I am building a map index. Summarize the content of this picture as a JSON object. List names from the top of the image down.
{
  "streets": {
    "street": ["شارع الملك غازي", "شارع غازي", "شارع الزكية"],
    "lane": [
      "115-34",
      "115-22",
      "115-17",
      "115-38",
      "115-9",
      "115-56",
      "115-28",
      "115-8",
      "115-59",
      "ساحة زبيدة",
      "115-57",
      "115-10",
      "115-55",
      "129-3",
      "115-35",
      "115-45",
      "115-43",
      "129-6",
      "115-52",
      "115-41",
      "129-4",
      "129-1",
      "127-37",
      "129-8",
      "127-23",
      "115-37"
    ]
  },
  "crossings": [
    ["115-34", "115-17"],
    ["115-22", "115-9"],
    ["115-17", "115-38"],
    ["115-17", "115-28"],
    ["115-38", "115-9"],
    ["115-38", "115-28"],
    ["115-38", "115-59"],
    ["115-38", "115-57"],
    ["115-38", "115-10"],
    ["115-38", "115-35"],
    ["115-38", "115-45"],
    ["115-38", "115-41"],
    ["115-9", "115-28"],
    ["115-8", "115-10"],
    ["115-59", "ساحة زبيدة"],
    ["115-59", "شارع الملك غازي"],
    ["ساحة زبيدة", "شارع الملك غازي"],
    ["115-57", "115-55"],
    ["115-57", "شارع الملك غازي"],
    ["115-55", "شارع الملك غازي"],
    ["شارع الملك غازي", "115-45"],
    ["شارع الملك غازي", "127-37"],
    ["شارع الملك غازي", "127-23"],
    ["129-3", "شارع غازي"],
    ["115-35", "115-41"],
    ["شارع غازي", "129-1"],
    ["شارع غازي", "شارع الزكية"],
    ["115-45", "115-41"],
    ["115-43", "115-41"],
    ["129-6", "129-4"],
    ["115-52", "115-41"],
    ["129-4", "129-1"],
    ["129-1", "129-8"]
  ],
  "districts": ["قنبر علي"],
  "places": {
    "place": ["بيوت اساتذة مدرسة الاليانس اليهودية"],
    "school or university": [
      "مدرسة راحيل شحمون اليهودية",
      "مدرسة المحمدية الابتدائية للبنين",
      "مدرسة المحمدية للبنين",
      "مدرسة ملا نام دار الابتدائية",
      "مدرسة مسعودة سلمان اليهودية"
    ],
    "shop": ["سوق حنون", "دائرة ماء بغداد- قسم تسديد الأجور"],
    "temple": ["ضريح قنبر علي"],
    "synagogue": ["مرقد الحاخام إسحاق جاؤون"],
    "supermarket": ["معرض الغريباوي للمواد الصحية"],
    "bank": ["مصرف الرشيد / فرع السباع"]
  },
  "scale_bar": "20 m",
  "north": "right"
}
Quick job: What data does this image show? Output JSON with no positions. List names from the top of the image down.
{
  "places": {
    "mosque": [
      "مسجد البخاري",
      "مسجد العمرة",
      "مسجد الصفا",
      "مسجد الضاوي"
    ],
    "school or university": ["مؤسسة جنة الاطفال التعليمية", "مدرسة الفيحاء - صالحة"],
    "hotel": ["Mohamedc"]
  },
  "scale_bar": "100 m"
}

__THE PROBLEM__: Could you restate the records above word for word?

__SOLUTION TO THIS EXERCISE__:
I am building a map index. Summarize the content of this picture as a JSON object. List names from the top of the image down.
{
  "streets": {
    "street": ["شارع الملك غازي", "شارع غازي", "شارع الزكية"],
    "lane": [
      "115-34",
      "115-22",
      "115-17",
      "115-38",
      "115-9",
      "115-56",
      "115-28",
      "115-8",
      "115-59",
      "ساحة زبيدة",
      "115-57",
      "115-10",
      "115-55",
      "129-3",
      "115-35",
      "115-45",
      "115-43",
      "129-6",
      "115-52",
      "115-41",
      "129-4",
      "129-1",
      "127-37",
      "129-8",
      "127-23",
      "115-37"
    ]
  },
  "crossings": [
    ["115-34", "115-17"],
    ["115-22", "115-9"],
    ["115-17", "115-38"],
    ["115-17", "115-28"],
    ["115-38", "115-9"],
    ["115-38", "115-28"],
    ["115-38", "115-59"],
    ["115-38", "115-57"],
    ["115-38", "115-10"],
    ["115-38", "115-35"],
    ["115-38", "115-45"],
    ["115-38", "115-41"],
    ["115-9", "115-28"],
    ["115-8", "115-10"],
    ["115-59", "ساحة زبيدة"],
    ["115-59", "شارع الملك غازي"],
    ["ساحة زبيدة", "شارع الملك غازي"],
    ["115-57", "115-55"],
    ["115-57", "شارع الملك غازي"],
    ["115-55", "شارع الملك غازي"],
    ["شارع الملك غازي", "115-45"],
    ["شارع الملك غازي", "127-37"],
    ["شارع الملك غازي", "127-23"],
    ["129-3", "شارع غازي"],
    ["115-35", "115-41"],
    ["شارع غازي", "129-1"],
    ["شارع غازي", "شارع الزكية"],
    ["115-45", "115-41"],
    ["115-43", "115-41"],
    ["129-6", "129-4"],
    ["115-52", "115-41"],
    ["129-4", "129-1"],
    ["129-1", "129-8"]
  ],
  "districts": ["قنبر علي"],
  "places": {
    "place": ["بيوت اساتذة مدرسة الاليانس اليهودية"],
    "school or university": [
      "مدرسة راحيل شحمون اليهودية",
      "مدرسة المحمدية الابتدائية للبنين",
      "مدرسة المحمدية للبنين",
      "مدرسة ملا نام دار الابتدائية",
      "مدرسة مسعودة سلمان اليهودية"
    ],
    "shop": ["سوق حنون", "دائرة ماء بغداد- قسم تسديد الأجور"],
    "temple": ["ضريح قنبر علي"],
    "synagogue": ["مرقد الحاخام إسحاق جاؤون"],
    "supermarket": ["معرض الغريباوي للمواد الصحية"],
    "bank": ["مصرف الرشيد / فرع السباع"]
  },
  "scale_bar": "20 m",
  "north": "right"
}
Quick job: What data does this image show? Output JSON with no positions. List names from the top of the image down.
{
  "places": {
    "mosque": [
      "مسجد البخاري",
      "مسجد العمرة",
      "مسجد الصفا",
      "مسجد الضاوي"
    ],
    "school or university": ["مؤسسة جنة الاطفال التعليمية", "مدرسة الفيحاء - صالحة"],
    "hotel": ["Mohamedc"]
  },
  "scale_bar": "100 m"
}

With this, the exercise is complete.